William G. Connolly, is a co-author of The New York Times style guide and a member of the executive committee of the American Copy Editors Society.

Education 
Born in Scranton, Pennsylvania, Connolly attended St. Paul's School. He graduated from the Scranton Preparatory School in 1955 and the University of Scranton in 1959. Following his service in the U.S. Army (1959-1962), in 1963 he earned a master's degree from the Graduate School of Journalism at Columbia University.

Career
Connolly is a retired newspaper editor and former copy editor who spent most of his career at The New York Times. He joined the New York Times in 1966, working as a copy editor on the foreign news desk. He later served as copy editor on the New York Times Magazine and assistant real estate editor. In 1975, he joined the national news staff.

He retired in 2001. He has also been active in promoting racial and ethnic diversity in journalism and supporting student journalism and mentoring. He is currently a director for the Education Fund where he was also its former president.
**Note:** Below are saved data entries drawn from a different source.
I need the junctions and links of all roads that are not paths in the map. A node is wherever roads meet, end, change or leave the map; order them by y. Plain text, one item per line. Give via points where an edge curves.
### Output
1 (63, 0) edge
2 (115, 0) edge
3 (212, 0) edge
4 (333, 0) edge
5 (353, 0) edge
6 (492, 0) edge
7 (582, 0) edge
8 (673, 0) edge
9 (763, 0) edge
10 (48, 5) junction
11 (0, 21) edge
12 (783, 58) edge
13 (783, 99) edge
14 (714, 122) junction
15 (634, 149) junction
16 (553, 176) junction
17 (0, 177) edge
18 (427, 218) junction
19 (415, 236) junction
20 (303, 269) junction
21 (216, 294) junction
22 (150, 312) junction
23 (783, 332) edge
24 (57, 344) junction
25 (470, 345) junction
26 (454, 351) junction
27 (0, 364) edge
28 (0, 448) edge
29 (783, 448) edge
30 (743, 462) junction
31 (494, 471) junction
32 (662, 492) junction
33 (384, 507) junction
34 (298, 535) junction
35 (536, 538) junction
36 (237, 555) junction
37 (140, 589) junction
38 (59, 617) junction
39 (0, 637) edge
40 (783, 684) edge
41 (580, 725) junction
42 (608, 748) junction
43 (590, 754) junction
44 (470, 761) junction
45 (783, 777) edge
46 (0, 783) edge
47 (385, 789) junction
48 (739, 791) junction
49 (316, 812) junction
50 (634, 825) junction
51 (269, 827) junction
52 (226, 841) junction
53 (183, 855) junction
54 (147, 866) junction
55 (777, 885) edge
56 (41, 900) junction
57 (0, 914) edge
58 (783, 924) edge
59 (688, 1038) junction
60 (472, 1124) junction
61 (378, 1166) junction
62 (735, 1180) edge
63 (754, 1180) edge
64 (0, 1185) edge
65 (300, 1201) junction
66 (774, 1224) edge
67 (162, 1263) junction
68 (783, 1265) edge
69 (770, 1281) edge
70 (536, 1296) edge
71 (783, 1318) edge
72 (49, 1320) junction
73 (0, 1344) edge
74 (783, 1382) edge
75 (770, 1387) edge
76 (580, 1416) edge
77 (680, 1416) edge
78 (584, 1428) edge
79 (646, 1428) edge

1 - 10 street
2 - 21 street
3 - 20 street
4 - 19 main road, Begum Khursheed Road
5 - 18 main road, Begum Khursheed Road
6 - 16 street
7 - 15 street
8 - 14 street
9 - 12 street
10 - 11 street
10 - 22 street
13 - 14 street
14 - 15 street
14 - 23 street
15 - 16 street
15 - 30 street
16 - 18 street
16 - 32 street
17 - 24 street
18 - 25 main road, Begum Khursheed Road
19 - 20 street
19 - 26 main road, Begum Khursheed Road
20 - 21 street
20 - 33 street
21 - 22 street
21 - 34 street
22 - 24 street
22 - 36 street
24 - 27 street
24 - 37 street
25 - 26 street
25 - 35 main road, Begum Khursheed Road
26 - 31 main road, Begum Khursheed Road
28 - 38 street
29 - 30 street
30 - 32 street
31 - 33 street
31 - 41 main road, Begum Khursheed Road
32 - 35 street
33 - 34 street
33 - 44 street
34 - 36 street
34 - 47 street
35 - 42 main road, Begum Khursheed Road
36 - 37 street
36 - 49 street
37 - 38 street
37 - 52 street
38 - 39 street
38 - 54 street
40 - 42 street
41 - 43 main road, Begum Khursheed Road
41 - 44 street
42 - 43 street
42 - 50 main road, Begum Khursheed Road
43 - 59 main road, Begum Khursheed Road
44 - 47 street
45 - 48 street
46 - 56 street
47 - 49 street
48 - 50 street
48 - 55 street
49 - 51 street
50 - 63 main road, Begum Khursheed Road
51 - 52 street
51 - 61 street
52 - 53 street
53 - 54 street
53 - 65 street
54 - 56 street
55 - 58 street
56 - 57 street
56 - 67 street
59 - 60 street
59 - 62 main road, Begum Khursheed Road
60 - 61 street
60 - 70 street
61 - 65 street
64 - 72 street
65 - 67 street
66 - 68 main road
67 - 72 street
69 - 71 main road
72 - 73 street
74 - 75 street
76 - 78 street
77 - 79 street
Throughout his career, he has lectured a number of times at the American Press Institute. From 1981 - 2001, he taught courses at the Maynard Institute's editing program, University of Arizona, and the University of California, Berkeley.

Before working for The Times, Connolly worked for The Minneapolis Tribune, The Houston Chronicle, and The Detroit Free Press as a reporter and editor. He was the managing editor of The Virginian-Pilot from 1979 - 1983.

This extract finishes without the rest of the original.